(Records excerpted from a collection)
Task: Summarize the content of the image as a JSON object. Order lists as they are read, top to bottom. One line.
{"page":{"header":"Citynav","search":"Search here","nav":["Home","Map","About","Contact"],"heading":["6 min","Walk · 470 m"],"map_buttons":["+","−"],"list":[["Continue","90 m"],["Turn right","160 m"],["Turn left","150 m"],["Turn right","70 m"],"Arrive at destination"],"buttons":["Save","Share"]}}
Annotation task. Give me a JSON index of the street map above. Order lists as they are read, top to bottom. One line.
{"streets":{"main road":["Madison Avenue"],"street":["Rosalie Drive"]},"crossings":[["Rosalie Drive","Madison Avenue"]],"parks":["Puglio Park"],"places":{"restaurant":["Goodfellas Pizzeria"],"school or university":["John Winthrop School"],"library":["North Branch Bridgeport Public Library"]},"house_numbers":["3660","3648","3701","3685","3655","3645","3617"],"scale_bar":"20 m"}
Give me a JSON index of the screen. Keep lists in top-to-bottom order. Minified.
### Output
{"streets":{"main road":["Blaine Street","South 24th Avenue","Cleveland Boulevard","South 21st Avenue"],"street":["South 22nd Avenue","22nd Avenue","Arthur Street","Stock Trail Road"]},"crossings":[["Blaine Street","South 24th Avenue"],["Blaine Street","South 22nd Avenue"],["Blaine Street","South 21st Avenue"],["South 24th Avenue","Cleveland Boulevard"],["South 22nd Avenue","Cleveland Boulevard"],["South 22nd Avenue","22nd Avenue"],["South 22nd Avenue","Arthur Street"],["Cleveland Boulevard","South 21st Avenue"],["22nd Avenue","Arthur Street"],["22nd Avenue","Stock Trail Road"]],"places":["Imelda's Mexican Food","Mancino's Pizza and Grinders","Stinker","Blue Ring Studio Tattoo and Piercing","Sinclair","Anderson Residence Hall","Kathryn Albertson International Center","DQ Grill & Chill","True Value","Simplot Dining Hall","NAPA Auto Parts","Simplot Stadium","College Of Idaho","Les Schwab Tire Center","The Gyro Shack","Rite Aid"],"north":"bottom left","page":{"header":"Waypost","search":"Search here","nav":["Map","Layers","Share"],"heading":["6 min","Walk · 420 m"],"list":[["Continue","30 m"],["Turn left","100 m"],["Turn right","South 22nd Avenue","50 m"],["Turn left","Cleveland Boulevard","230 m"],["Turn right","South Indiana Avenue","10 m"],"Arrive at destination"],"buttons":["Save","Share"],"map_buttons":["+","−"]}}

- [YOUR INSTRUCTIONS]
Every record should be retyped so that it matches the original exactly.

- [WRITTEN REPLY]
Task: Summarize the content of the image as a JSON object. Order lists as they are read, top to bottom. One line.
{"page":{"header":"Citynav","search":"Search here","nav":["Home","Map","About","Contact"],"heading":["6 min","Walk · 470 m"],"map_buttons":["+","−"],"list":[["Continue","90 m"],["Turn right","160 m"],["Turn left","150 m"],["Turn right","70 m"],"Arrive at destination"],"buttons":["Save","Share"]}}
Annotation task. Give me a JSON index of the street map above. Order lists as they are read, top to bottom. One line.
{"streets":{"main road":["Madison Avenue"],"street":["Rosalie Drive"]},"crossings":[["Rosalie Drive","Madison Avenue"]],"parks":["Puglio Park"],"places":{"restaurant":["Goodfellas Pizzeria"],"school or university":["John Winthrop School"],"library":["North Branch Bridgeport Public Library"]},"house_numbers":["3660","3648","3701","3685","3655","3645","3617"],"scale_bar":"20 m"}
Give me a JSON index of the screen. Keep lists in top-to-bottom order. Minified.
### Output
{"streets":{"main road":["Blaine Street","South 24th Avenue","Cleveland Boulevard","South 21st Avenue"],"street":["South 22nd Avenue","22nd Avenue","Arthur Street","Stock Trail Road"]},"crossings":[["Blaine Street","South 24th Avenue"],["Blaine Street","South 22nd Avenue"],["Blaine Street","South 21st Avenue"],["South 24th Avenue","Cleveland Boulevard"],["South 22nd Avenue","Cleveland Boulevard"],["South 22nd Avenue","22nd Avenue"],["South 22nd Avenue","Arthur Street"],["Cleveland Boulevard","South 21st Avenue"],["22nd Avenue","Arthur Street"],["22nd Avenue","Stock Trail Road"]],"places":["Imelda's Mexican Food","Mancino's Pizza and Grinders","Stinker","Blue Ring Studio Tattoo and Piercing","Sinclair","Anderson Residence Hall","Kathryn Albertson International Center","DQ Grill & Chill","True Value","Simplot Dining Hall","NAPA Auto Parts","Simplot Stadium","College Of Idaho","Les Schwab Tire Center","The Gyro Shack","Rite Aid"],"north":"bottom left","page":{"header":"Waypost","search":"Search here","nav":["Map","Layers","Share"],"heading":["6 min","Walk · 420 m"],"list":[["Continue","30 m"],["Turn left","100 m"],["Turn right","South 22nd Avenue","50 m"],["Turn left","Cleveland Boulevard","230 m"],["Turn right","South Indiana Avenue","10 m"],"Arrive at destination"],"buttons":["Save","Share"],"map_buttons":["+","−"]}}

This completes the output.